Toen de eerste informatie over het
afluisteren naar buiten kwam werd er door de meeste regeringen een beetje
sceptisch op gereageerd. Nu blijkt dat de regeringsleiders zelf worden bespied
is het in eens heel anders. De Duitse kanselier Merkel ging uit haar dak toen
bleek dat haar aftandse Nokia door de NSA werd afgetapt. De Belgen schreeuwde
moord en brand toen bleek dat er bij Belgacom was ingebroken door de trouwe
bondgenoten aan de andere kant van de oceaan. De Franse minster sloeg met zijn
vuist op tafel, brulde dat het allemaal onacceptabel was en eiste antwoorden
van de Amerikaanse president Obama. Kortom, de rapen waren nu echt gaar.

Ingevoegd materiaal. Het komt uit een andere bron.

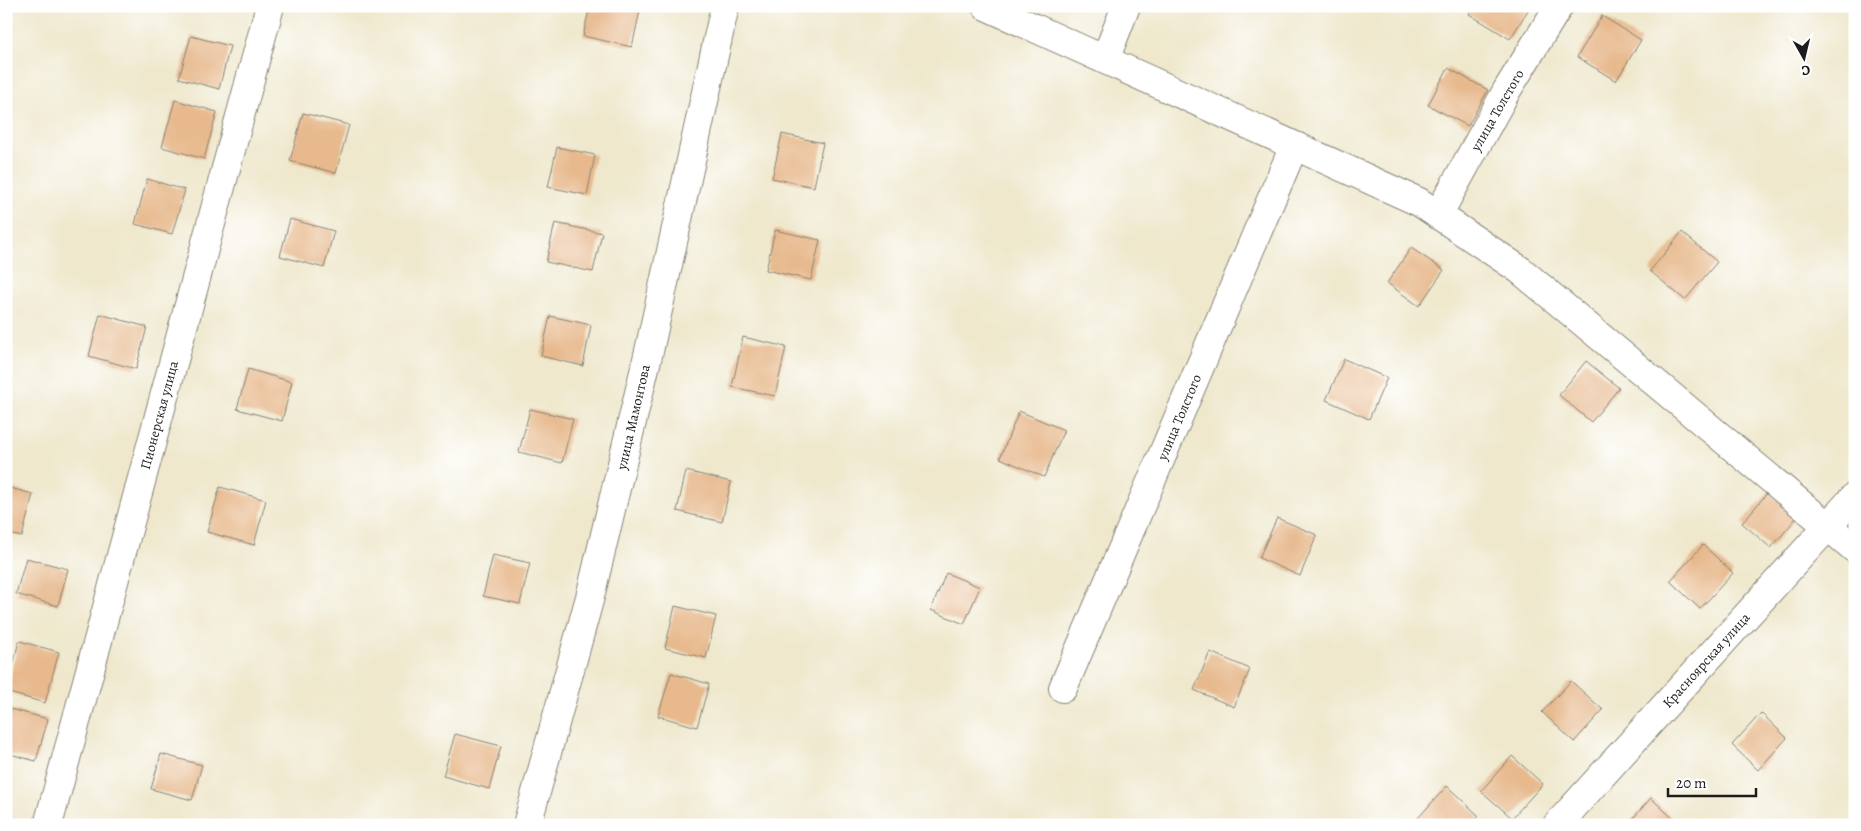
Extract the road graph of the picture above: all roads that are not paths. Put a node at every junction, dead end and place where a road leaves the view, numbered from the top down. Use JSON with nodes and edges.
{"nodes":[{"id":1,"x":270,"y":6,"type":"edge"},
{"id":2,"x":725,"y":6,"type":"edge"},
{"id":3,"x":986,"y":6,"type":"edge"},
{"id":4,"x":1126,"y":6,"type":"edge"},
{"id":5,"x":1559,"y":6,"type":"edge"},
{"id":6,"x":1105,"y":60,"type":"junction"},
{"id":7,"x":1294,"y":146,"type":"junction"},
{"id":8,"x":1438,"y":215,"type":"junction"},
{"id":9,"x":1855,"y":496,"type":"edge"},
{"id":10,"x":1827,"y":526,"type":"junction"},
{"id":11,"x":1855,"y":549,"type":"edge"},
{"id":12,"x":1063,"y":688,"type":"dead end"},
{"id":13,"x":48,"y":825,"type":"edge"},
{"id":14,"x":527,"y":825,"type":"edge"},
{"id":15,"x":1557,"y":825,"type":"edge"}],
"edges":[{"from":1,"to":13,"type":"street","name":"Пионерская улица"},
{"from":2,"to":14,"type":"street","name":"улица Мамонтова"},
{"from":3,"to":6,"type":"street"},
{"from":4,"to":6,"type":"street"},
{"from":5,"to":8,"type":"street","name":"улица Толстого"},
{"from":6,"to":7,"type":"street"},
{"from":7,"to":8,"type":"street"},
{"from":7,"to":12,"type":"street","name":"улица Толстого"},
{"from":8,"to":10,"type":"street"},
{"from":9,"to":10,"type":"street","name":"Красноярская улица"},
{"from":10,"to":11,"type":"street"},
{"from":10,"to":15,"type":"street","name":"Красноярская улица"}]}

En hoe zat het met Nederland? Eerst
bleef men volhouden dat er hier in ieder geval niets aan de hand was. De polder
lag er vredig bij en Amerikaanse oren had men nog nooit gezien. Zelfs geen
kleintjes. Tot de berichten binnensijpelden over de 1.8 miljoen afgeluisterde
gesprekken. Dat was even schrikken natuurlijk. Maar in tegenstelling tot
Duitsland en Frankrijk bleven hier boze reacties vanuit het kabinet uit.

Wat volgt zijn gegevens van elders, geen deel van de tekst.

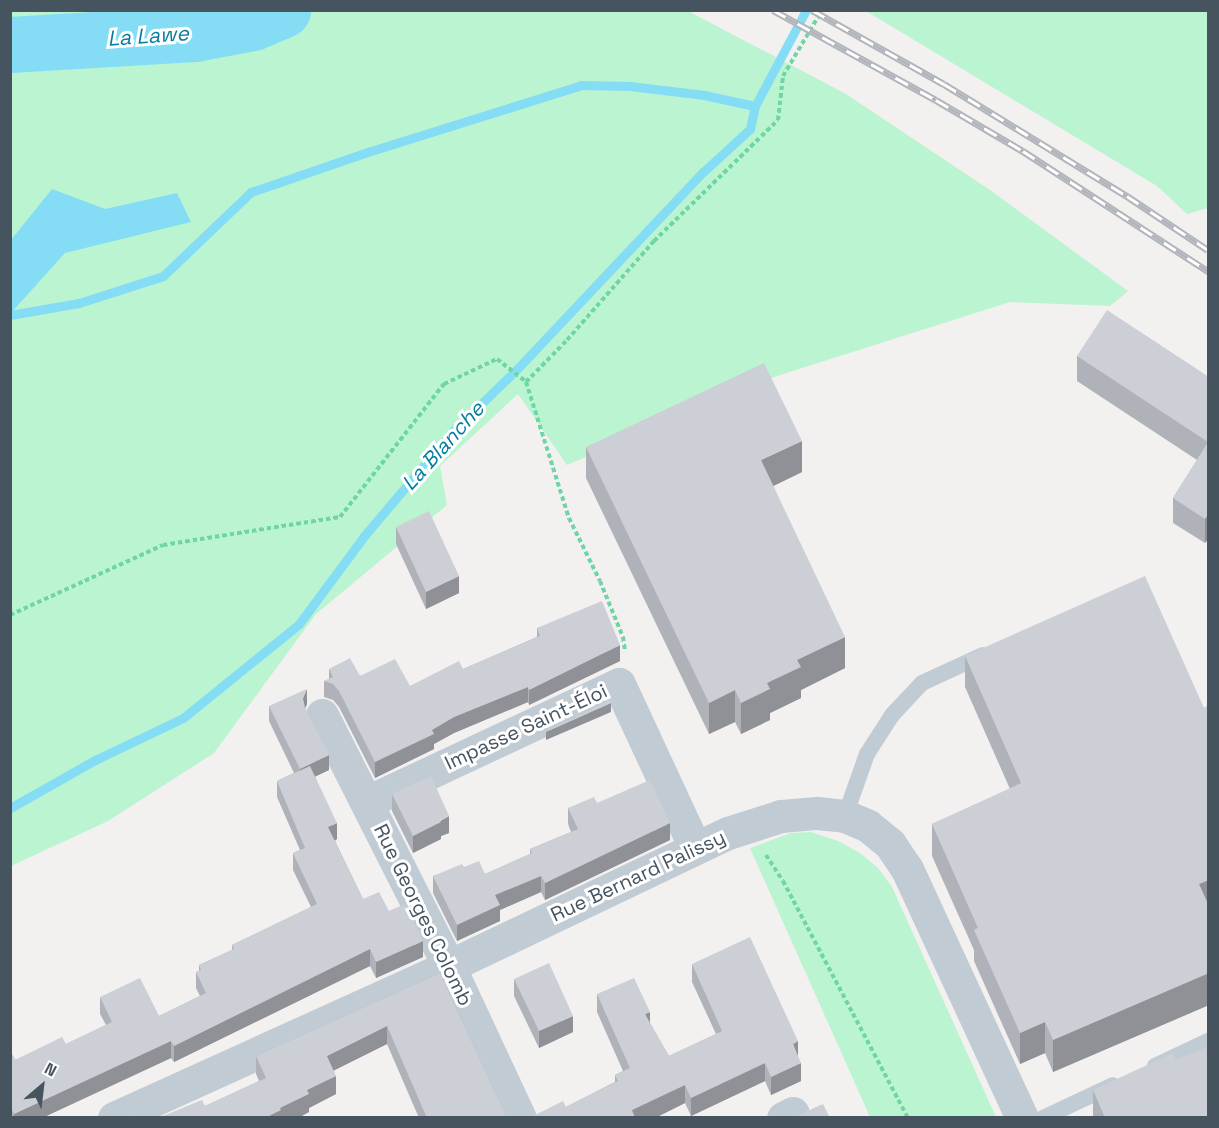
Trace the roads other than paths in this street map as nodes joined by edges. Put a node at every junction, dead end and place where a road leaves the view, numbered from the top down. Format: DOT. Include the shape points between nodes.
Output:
graph roads {
  1 [pos="997,649"];
  2 [pos="322,715"];
  3 [pos="367,802"];
  4 [pos="845,816"];
  5 [pos="695,848"];
  6 [pos="449,966"];
  7 [pos="1209,1041"];
  8 [pos="114,1118"];
  9 [pos="520,1118"];
  10 [pos="1022,1118"];
  11 [pos="1043,1118"];
  1 -- 4 [label="lane" via="922,683 892,715 867,754"];
  2 -- 3 [label="street, Rue Georges Colomb"];
  3 -- 5 [label="street, Impasse Saint-Éloi" via="620,684"];
  3 -- 6 [label="street, Rue Georges Colomb"];
  4 -- 5 [label="street, Rue Bernard Palissy" via="781,816"];
  4 -- 10 [label="street, Rue Bernard Palissy" via="868,826 890,844 907,869"];
  5 -- 6 [label="street, Rue Bernard Palissy"];
  6 -- 8 [label="street, Rue Bernard Palissy"];
  6 -- 9 [label="street, Rue Georges Colomb"];
  7 -- 11 [label="lane"];
}
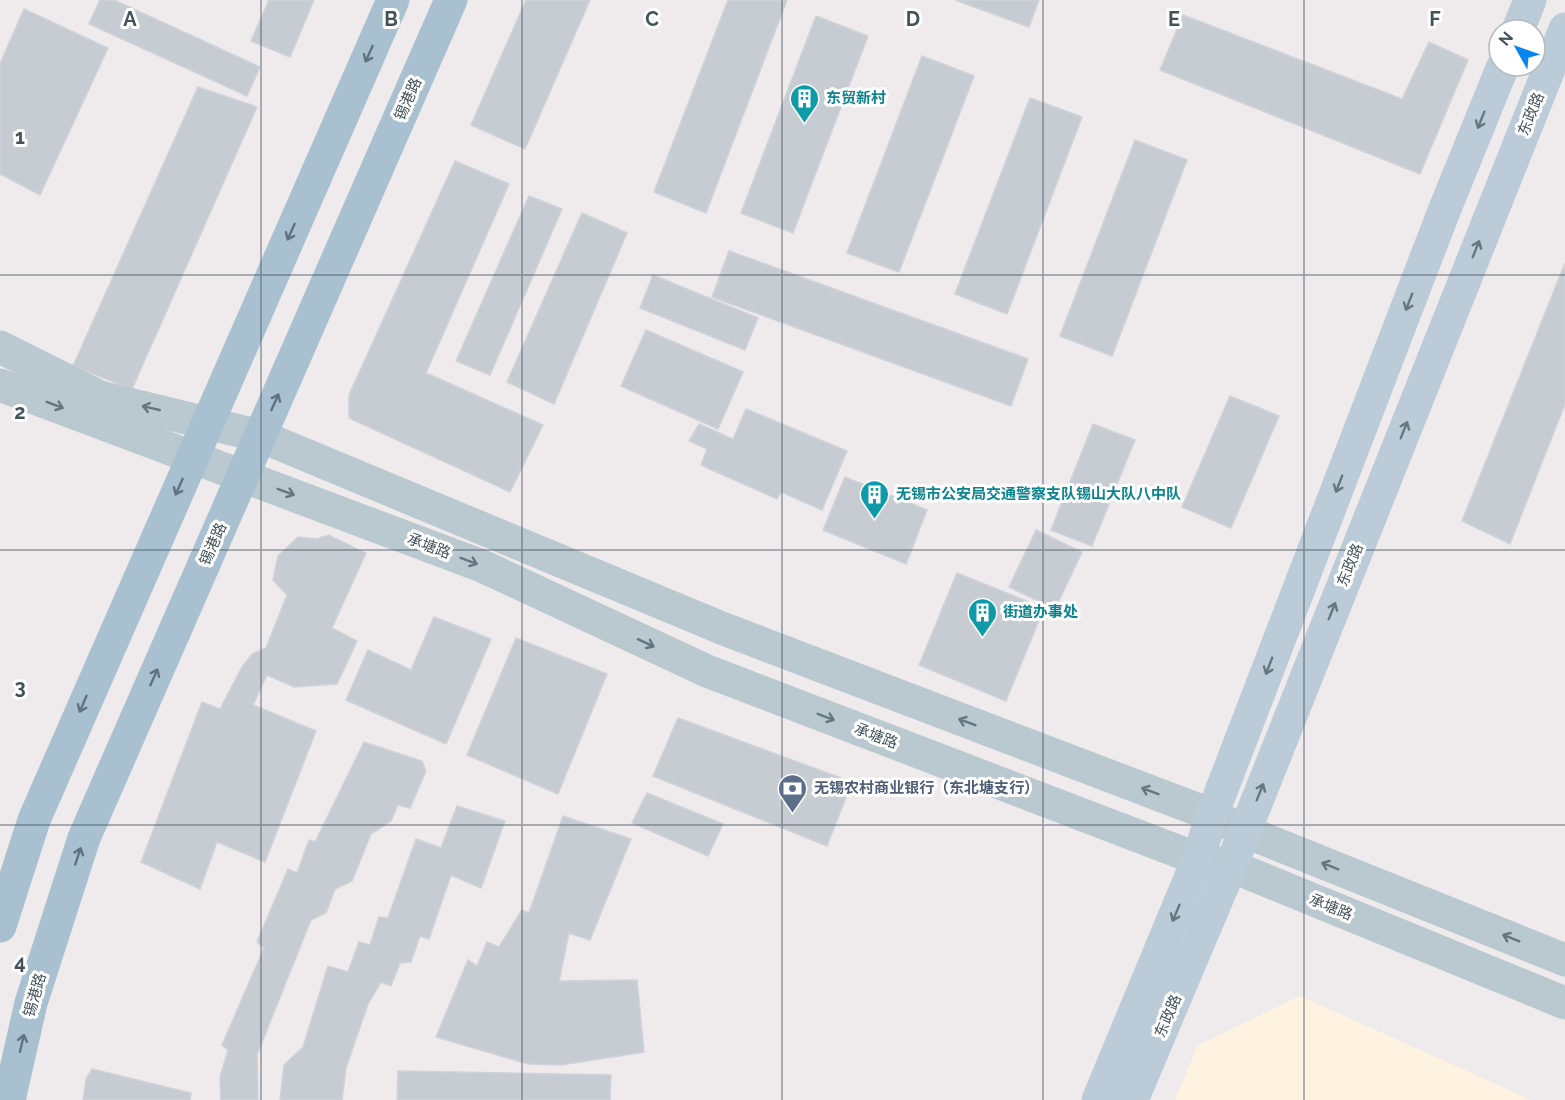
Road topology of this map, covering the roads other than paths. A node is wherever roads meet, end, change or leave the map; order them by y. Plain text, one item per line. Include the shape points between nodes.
1 (393, 0) edge
2 (452, 0) edge
3 (1530, 0) edge
4 (1523, 18) edge
5 (1565, 29) edge
6 (1498, 78) edge
7 (0, 347) edge
8 (0, 385) edge
9 (208, 421) junction
10 (260, 436) junction
11 (192, 458) junction
12 (243, 475) junction
13 (1212, 815) junction
14 (1244, 831) junction
15 (1198, 859) junction
16 (1231, 866) junction
17 (0, 927) edge
18 (1565, 960) edge
19 (1565, 1003) edge
20 (9, 1100) edge
21 (1098, 1100) edge
22 (1132, 1100) edge

1 -> 9 main road
10 -> 2 main road, 锡港路
3 - 4 main road
14 -> 5 main road, 东政路
6 -> 13 main road
9 -> 7 street via 100,397
8 -> 11 street, 承塘路
9 - 10 street
9 - 11 main road
10 - 12 main road, 锡港路
13 -> 10 street via 724,629
11 - 12 street, 承塘路
11 -> 17 main road via 34,820
12 -> 15 street, 承塘路 via 482,566 707,671
20 -> 12 main road, 锡港路 via 31,1003 84,838
13 - 14 street
13 - 15 main road
14 - 16 main road, 东政路
18 -> 14 street
15 - 16 street, 承塘路
15 -> 21 main road
16 - 19 street, 承塘路
16 - 22 main road, 东政路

Plasterk van Binnenlandse Zaken werd naar Pauw & Witteman gestuurd om de
gemoederen tot bedaren te brengen. Hij begon met te zeggen dat we eigenlijk niets
zeker weten. Over de 1.8 miljoen gesprekken zei hij dat dit waarschijnlijk de
gesprekken tussen Nederland en Amerika waren. Blijkbaar vindt hij het normaal
dat er wordt getapt als je met Amerika belt, al is het maar met je bejaarde
tante. Toen hij onder druk kwam te staan met betrekking tot een tegenactie kwam
hij niet verder dan zich te verschuilen achter een Europese commissie die de
boel aan het onderzoeken was.
Plasterk eiste geen uitleg van de
Amerikanen en hij sloeg ook niet met zijn vuist op tafel. In het hele gesprek
gedroeg hij zich als een gehoorzame loopjongen van de Amerikaanse heersers. De
baas had gesproken dus hij mocht alleen maar kwispelen en af en toe een beetje
piepen. Het was wel leerzaam om te zien dat onze telefoonveiligheid in handen
van dit soort slijmjurken is. Dat weten we natuurlijk wel, maar voor iedereen
die dit nog niet begrepen had was dit een afschrikwekkend voorbeeld. Van de
Nederlandse regering is op dit terrein niets te verwachten. Ze zouden niet
durven. Immers als er niet genoeg word gekropen mag Nederland misschien niet
mee doen met de volgende militaire interventie, en daar zijn ze juist zo gek op
in Den Haag. Wel met andermans kinderen natuurlijk, hun eigen gebroed wagen ze
daar niet aan.
De hele afluisteraffaire toont opnieuw
aan wie en wat de Amerikanen eigenlijk zijn. Amerika kent geen bondgenoten of
bevriende naties, men wil alleen volgelingen en onderdanen. Als het opperhoofd
in Washington spreekt moet iedereen gehoorzamen. En om zeker te zijn dat dit
ook gebeurd wordt iedereen en alles afgeluisterd. Vervolgens wordt daar dan ook
weer over gelogen, dit als camouflage om nog een grotere afluisteroperatie op
poten te kunnen zetten. Dat zijn de figuren die Plasterk “vrienden” noemt. Je
vraagt je af wat voor beeld hij dan van vijanden heeft
Dan is er nog de vraag wat je
eigenlijk tegen deze Amerikaanse aanvallen zou kunnen doen, zeker als klein
land. Het antwoord is helder, want er zijn mogelijkheden zat. Je zou de
Amerikanen kunnen vertellen dat ze hun atoombommen die op Volkel liggen moeten
weghalen. Waarom moeten wij dit gevaarlijk schroot nog steeds voor ze bewaren
en zelfs laten vernieuwen? Je kunt je ook terugtrekken van bijvoorbeeld de
afspraken over paspoorten. Het feit dat er in Europese paspoorten nu vingerafdrukken
en andere technische snufjes zitten is omdat de Amerikanen het eisen. Gewoon
opzeggen die onzin, en er ook nooit meer aan beginnen. Hetzelfde geldt voor het
zogenaamde Swift akkoord, wat de Amerikanen het recht geeft om in Europese bankrekeningen
te snuffelen.
Zelfs dat snuffelen is niet genoeg want de Yanks vonden het nodig
om in dit systeem in te breken en onbeperkt gegevens te bemachtigen. Gewoon
verscheuren dat akkoord, dichtgooien die deur en de boel beter beveiligen.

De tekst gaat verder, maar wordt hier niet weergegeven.